I feel neither allegiance nor indebtedness to anyone except Archer when it comes to the Wet Plate Collodion process. Without Archer, and some others in the 19th Century, Collodion would have been a shelved process, at least as far as we know it today. He’s never received the recognition or the proper acknowledgments from his country, the big photography museums or the academic establishments. They should be embarrassed and ashamed. I'm glad, however, that we, the Collodion Collective, were able to come together and make his commemoration what it should be.
Unfortunately, as Parker and Stone said, "Sometimes what's right isn't as important as what's profitable." In that context, this is not, “just another exhibition”.
Thank you to everyone that participated in any way – you’ve done a great thing!
If there's one constant in life and art, it's change. And I'm learning to embrace it.
After some serious soul searching, I've come to the conclusion that my work falls under one main idea - one thought - “the other”. I can't distinguish any longer between a portrait of a mentally challenged trash man in Utah or an image of a smokestack next to a (former) concentration camp in Germany. The theme and ideas are the same to me now.
To my mind, my work is about difference (I often refer to this as, "the other") and memory. It's an investigation about how we see each other and what that means in our daily lives. The memory is both personal and universal - do we learn anything from the past, or is it something we ignore and/or deny? I want my work to question self-consciousness, too. I request that the viewer think about themselves from the inside out, not outside in - a unexamined life...

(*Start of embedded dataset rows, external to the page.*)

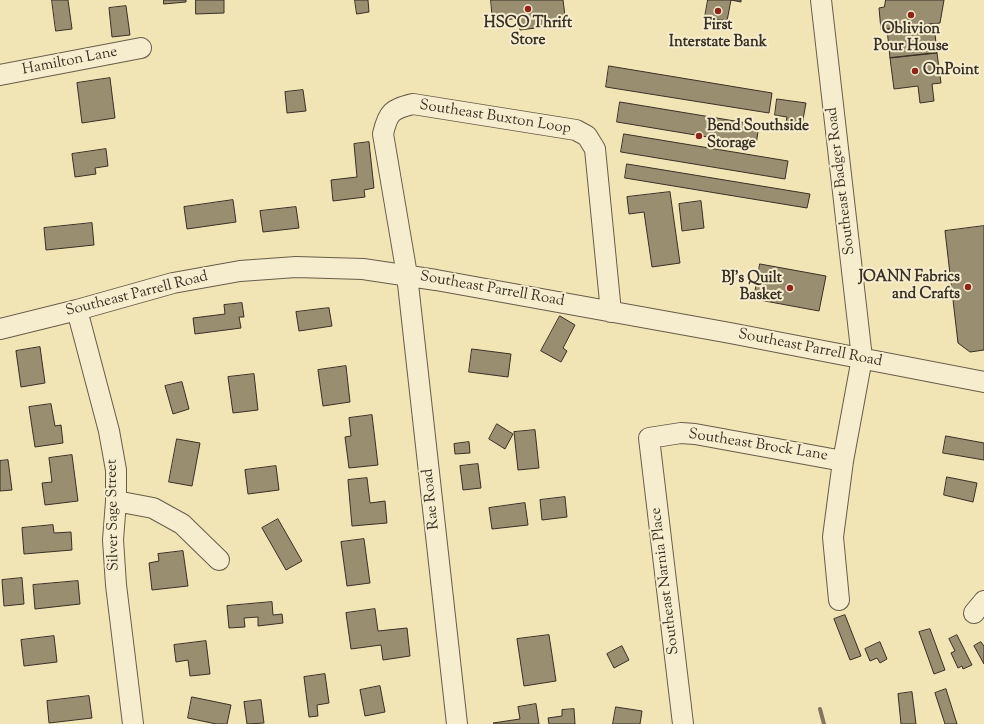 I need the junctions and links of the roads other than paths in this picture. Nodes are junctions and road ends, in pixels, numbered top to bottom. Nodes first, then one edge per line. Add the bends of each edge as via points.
1 (821, 0) edge
2 (141, 48) dead end
3 (0, 75) edge
4 (407, 275) junction
5 (77, 310) junction
6 (611, 312) junction
7 (0, 329) edge
8 (862, 358) junction
9 (984, 382) edge
10 (649, 438) joint
11 (843, 461) junction
12 (116, 501) junction
13 (218, 560) dead end
14 (838, 600) dead end
15 (133, 724) edge
16 (457, 724) edge
17 (683, 724) edge

1 - 8 street, Southeast Badger Road
2 - 3 street, Hamilton Lane
4 - 5 street, Southeast Parrell Road via 296,266 240,271 173,283
4 - 6 street, Southeast Parrell Road
4 - 6 street, Southeast Buxton Loop via 383,134 387,118 397,108 413,104 576,130 587,136 595,149
4 - 16 street, Rae Road
5 - 7 street, Southeast Parrell Road
5 - 12 street, Silver Sage Street via 109,431 116,470
6 - 8 street, Southeast Parrell Road
8 - 9 street, Southeast Parrell Road
8 - 11 street, Southeast Badger Road
10 - 11 street, Southeast Brock Lane via 695,434
10 - 17 street, Southeast Narnia Place
11 - 14 street, Southeast Badger Road via 833,537
12 - 13 street via 153,508 182,524
12 - 15 street, Silver Sage Street via 113,540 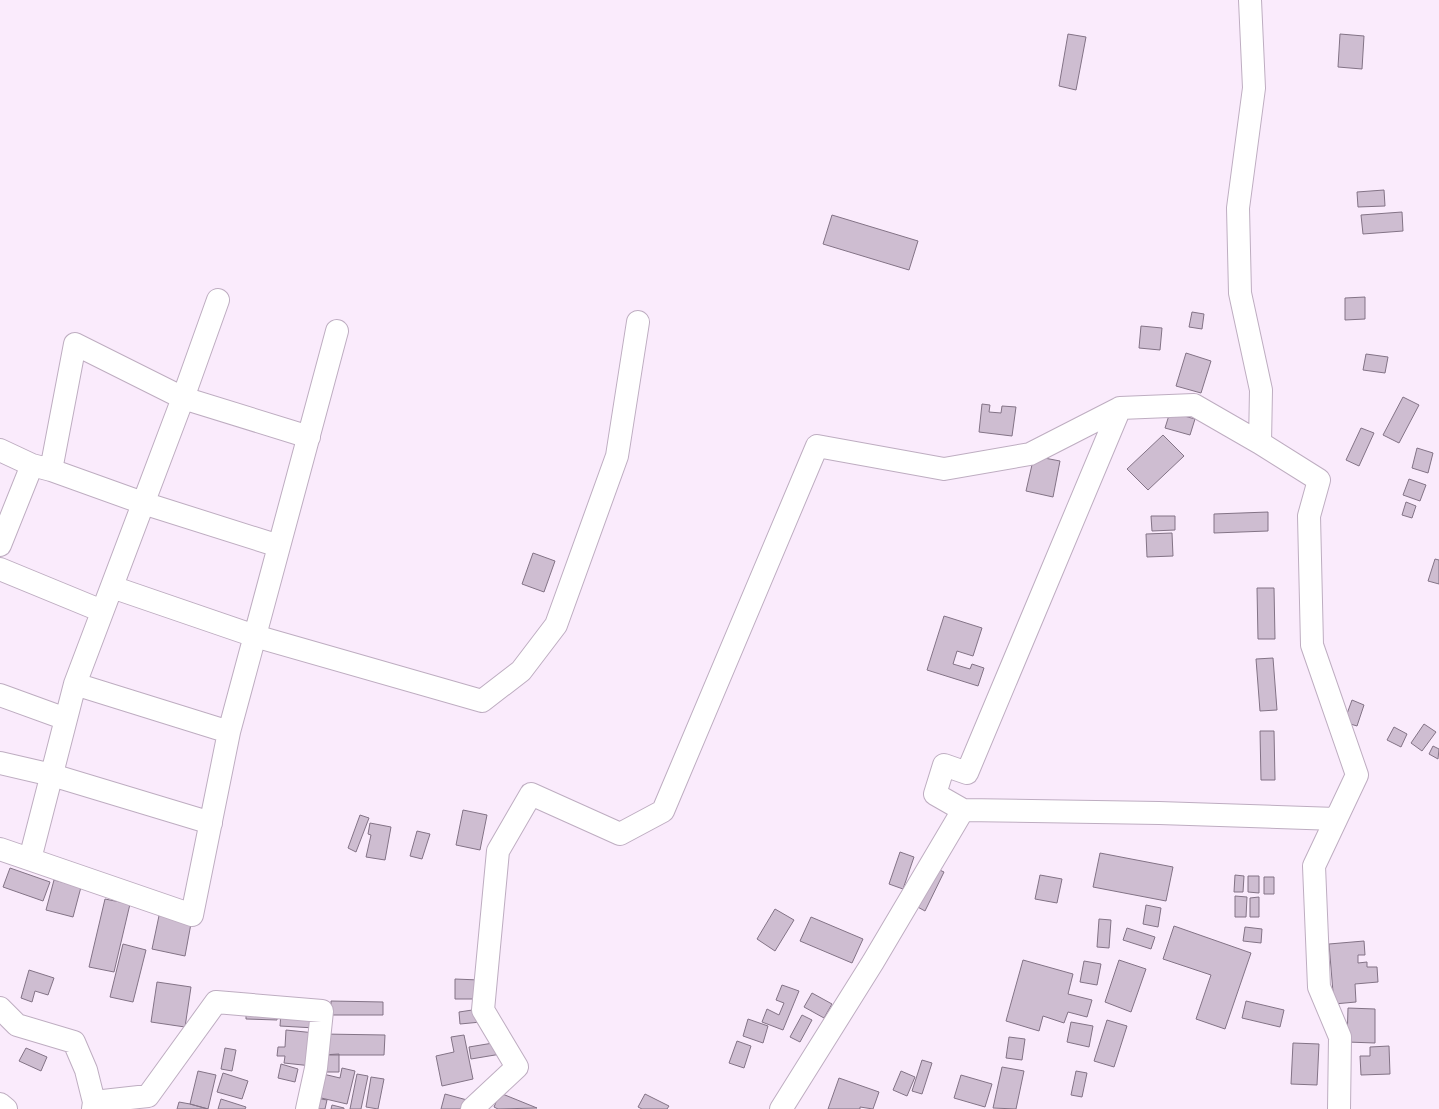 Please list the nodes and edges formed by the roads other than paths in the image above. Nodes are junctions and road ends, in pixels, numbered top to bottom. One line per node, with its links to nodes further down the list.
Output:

I heard a comment about the words, "equal" and "the same", last night on the radio. It was Martin Luther King, Jr. Day, so it was a good time to reflect on equality, difference, and sameness.
I came to realize that I don't want everyone to be the same, but I want equality. In a perfect world, we would all be equal (rights, respect, etc.) and we would embrace one another's differences. That's in a perfect world. I suppose that's what I try to do. In a circuitous way, I try to celebrate the differences between us. I enjoy a unique face as much, or more, than a "beautiful" face, etc. etc.
I am infinitely infatuated with difference (in a good way). I think I equate difference/uniqueness with awareness somehow. I don't mean that in the sense of trends or fads, but in the sense of being who you are, fully aware of that (internally) and letting the world deal with it - not the other way around.Excerpt from 1:1's website - "War Damage".
That brings me to the intent of my blog; a Spanish online magazine called, "1:1Foto Magazine" out of Madrid has featured some of my work in this issue. You can see it here or click on the image to go to the site. They are a great group of people and actually understand what I'm doing and have done. Muchas gracias!
I'm very happy to be making work, thinking, dreaming and living more as an artist now. I will continue to work toward being more self-aware and not being disconcerted about being who I am. And I'll continue to make work in that context with the hope of teaching myself, and others, tolerance.
Thomas Huxley said, "Try to learn something about everything and everything about something."